• Exercise aim: Each line holding the word "Keep" must appear in the answer, copied from the entries.

• Supplied data:
· · · ·
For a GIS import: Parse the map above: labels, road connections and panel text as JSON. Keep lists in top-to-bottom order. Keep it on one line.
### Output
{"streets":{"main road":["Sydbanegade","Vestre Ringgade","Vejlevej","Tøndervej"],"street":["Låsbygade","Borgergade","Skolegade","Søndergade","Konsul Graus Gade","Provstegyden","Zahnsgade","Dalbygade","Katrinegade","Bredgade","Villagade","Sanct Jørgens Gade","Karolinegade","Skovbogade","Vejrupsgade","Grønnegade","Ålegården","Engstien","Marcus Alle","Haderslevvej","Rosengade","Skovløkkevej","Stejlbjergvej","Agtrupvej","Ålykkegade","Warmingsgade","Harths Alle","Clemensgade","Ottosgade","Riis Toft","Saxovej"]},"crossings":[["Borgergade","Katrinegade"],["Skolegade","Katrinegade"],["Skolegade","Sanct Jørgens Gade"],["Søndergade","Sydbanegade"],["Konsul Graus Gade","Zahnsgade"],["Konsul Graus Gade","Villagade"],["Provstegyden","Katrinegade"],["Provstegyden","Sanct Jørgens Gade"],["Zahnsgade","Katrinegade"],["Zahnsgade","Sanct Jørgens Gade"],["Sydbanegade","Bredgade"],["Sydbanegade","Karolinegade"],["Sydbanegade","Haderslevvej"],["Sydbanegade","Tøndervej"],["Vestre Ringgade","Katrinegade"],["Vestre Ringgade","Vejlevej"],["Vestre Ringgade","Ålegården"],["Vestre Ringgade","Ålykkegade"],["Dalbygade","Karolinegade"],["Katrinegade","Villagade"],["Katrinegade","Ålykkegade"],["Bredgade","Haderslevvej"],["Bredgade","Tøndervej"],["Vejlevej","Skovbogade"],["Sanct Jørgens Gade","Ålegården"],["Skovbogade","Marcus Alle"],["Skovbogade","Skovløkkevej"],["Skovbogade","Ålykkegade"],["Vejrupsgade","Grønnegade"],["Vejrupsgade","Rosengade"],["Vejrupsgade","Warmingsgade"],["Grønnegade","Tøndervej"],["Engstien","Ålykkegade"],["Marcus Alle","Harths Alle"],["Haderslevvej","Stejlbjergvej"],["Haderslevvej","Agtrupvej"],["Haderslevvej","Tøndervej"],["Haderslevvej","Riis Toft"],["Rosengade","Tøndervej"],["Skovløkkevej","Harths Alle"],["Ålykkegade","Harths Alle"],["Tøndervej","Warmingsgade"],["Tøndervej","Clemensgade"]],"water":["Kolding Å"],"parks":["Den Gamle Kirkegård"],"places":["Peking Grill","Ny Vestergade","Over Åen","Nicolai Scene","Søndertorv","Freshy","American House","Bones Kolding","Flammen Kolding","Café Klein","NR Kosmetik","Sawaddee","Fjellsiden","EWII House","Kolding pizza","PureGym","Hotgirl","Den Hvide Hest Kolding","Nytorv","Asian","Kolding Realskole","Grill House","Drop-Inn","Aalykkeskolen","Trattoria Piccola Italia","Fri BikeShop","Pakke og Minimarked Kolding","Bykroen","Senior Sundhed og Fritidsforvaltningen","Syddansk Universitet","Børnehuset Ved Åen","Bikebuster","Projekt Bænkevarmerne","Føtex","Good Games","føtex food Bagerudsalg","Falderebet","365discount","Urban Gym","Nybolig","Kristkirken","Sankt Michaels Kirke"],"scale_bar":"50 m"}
· · · ·
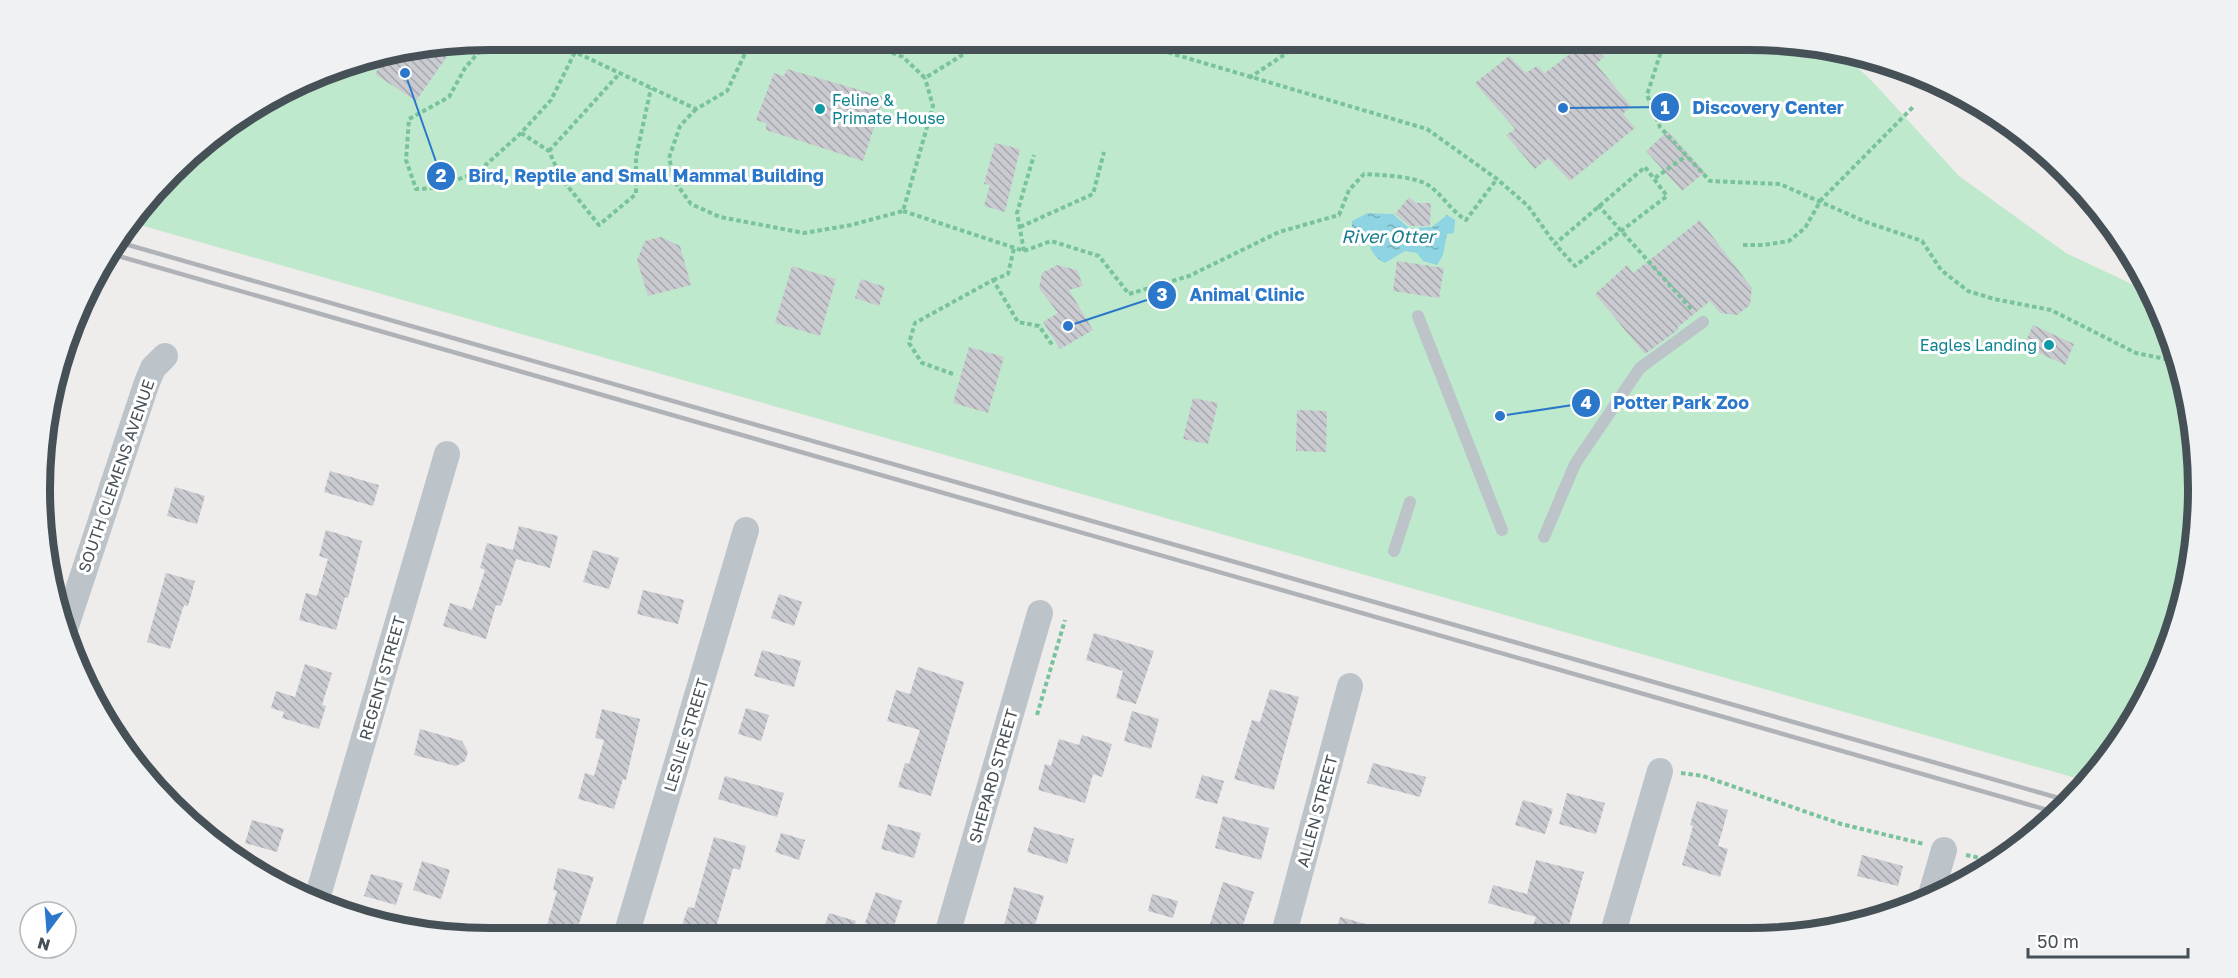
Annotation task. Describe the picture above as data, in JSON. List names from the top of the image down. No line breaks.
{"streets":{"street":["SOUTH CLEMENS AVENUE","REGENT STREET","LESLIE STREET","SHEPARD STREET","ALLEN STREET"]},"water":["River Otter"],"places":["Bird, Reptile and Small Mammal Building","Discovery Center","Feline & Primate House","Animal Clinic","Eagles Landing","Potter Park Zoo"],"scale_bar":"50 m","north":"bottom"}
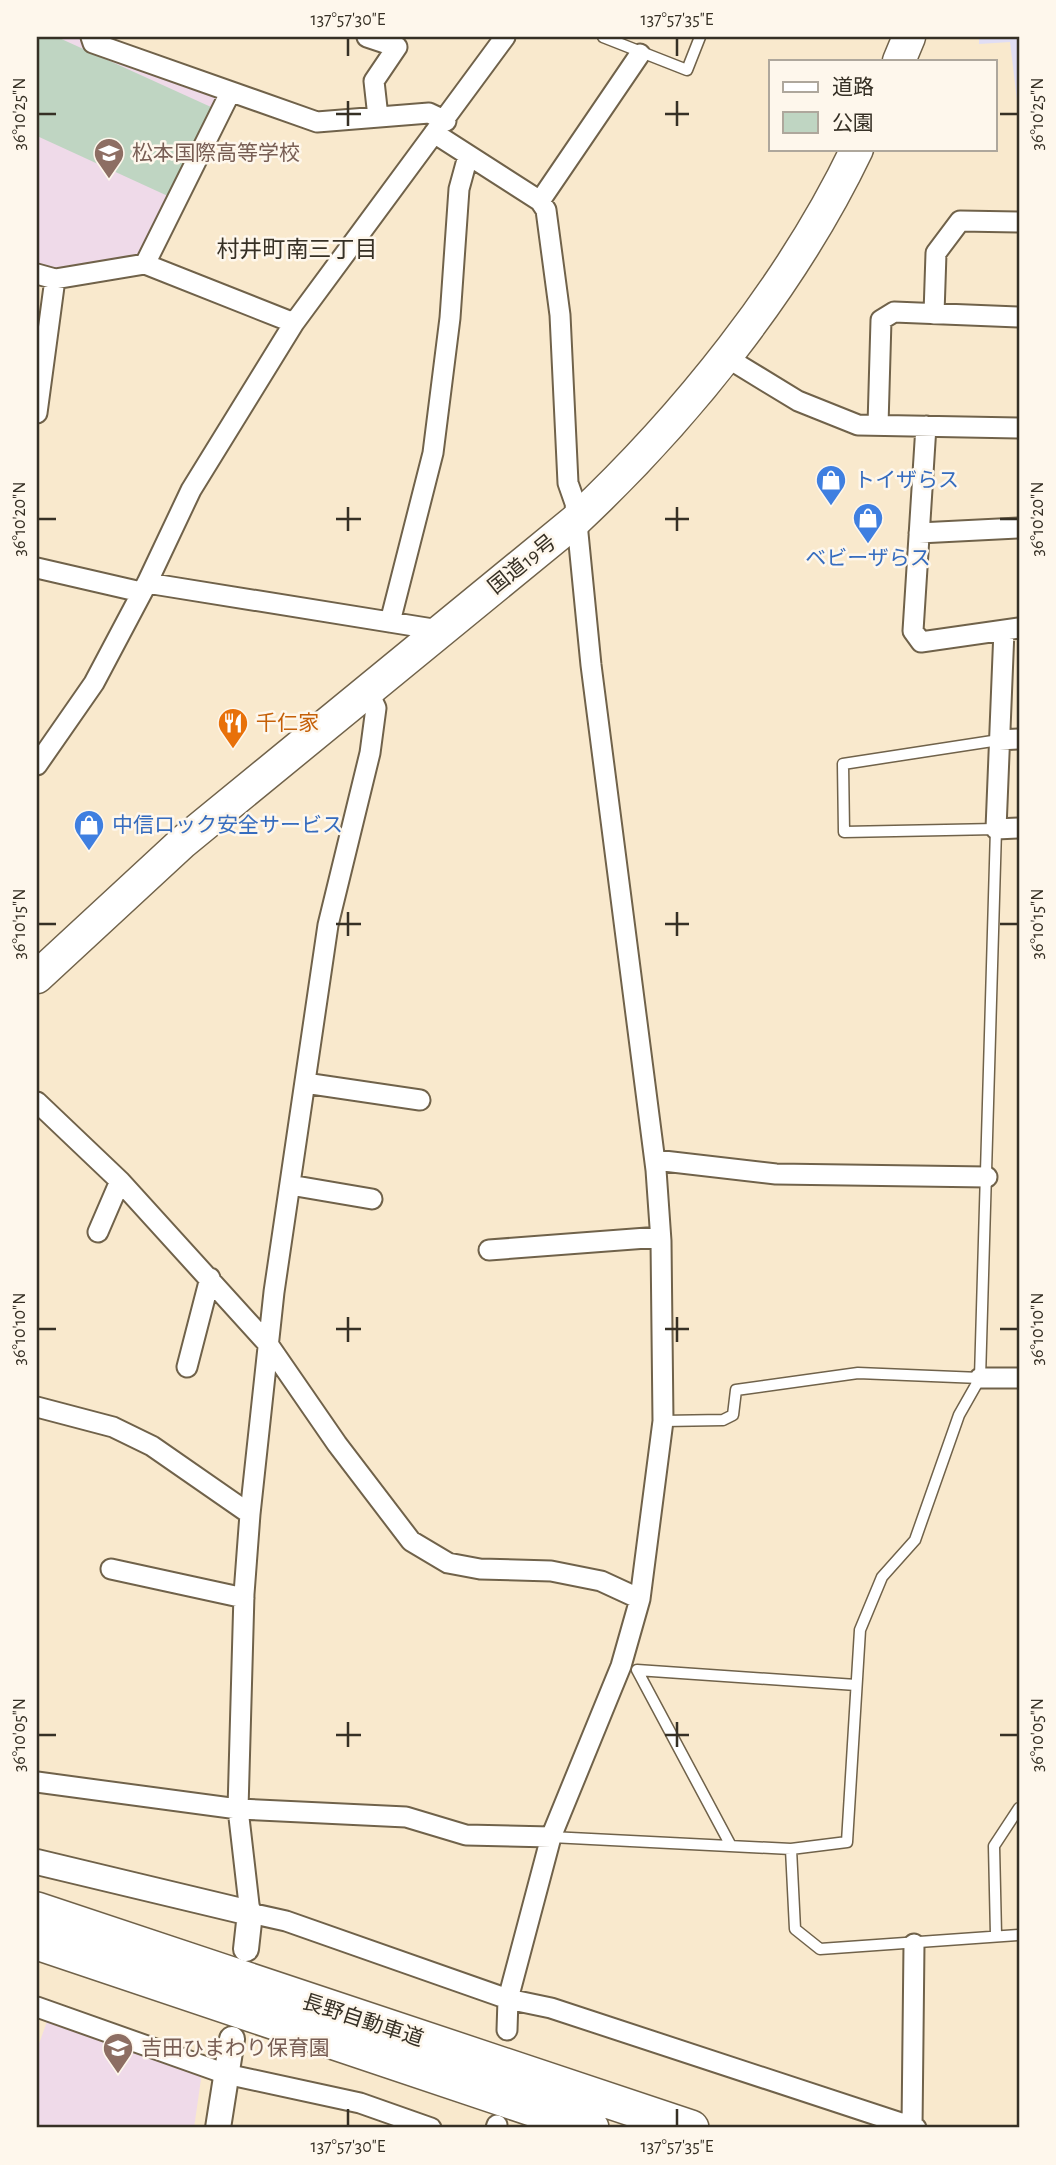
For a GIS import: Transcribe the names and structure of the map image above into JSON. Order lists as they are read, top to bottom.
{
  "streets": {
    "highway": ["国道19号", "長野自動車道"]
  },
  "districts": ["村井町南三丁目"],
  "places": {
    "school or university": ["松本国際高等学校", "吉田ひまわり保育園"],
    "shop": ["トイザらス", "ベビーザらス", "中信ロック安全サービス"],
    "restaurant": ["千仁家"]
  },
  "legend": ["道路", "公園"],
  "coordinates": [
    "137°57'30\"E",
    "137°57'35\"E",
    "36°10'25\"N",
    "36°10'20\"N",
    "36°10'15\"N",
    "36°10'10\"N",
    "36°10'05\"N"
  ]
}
· · · ·
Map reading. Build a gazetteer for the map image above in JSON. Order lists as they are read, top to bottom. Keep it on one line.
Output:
· · · ·
• Solution for this problem:
For a GIS import: Parse the map above: labels, road connections and panel text as JSON. Keep lists in top-to-bottom order. Keep it on one line.
Map reading. Build a gazetteer for the map image above in JSON. Order lists as they are read, top to bottom. Keep it on one line.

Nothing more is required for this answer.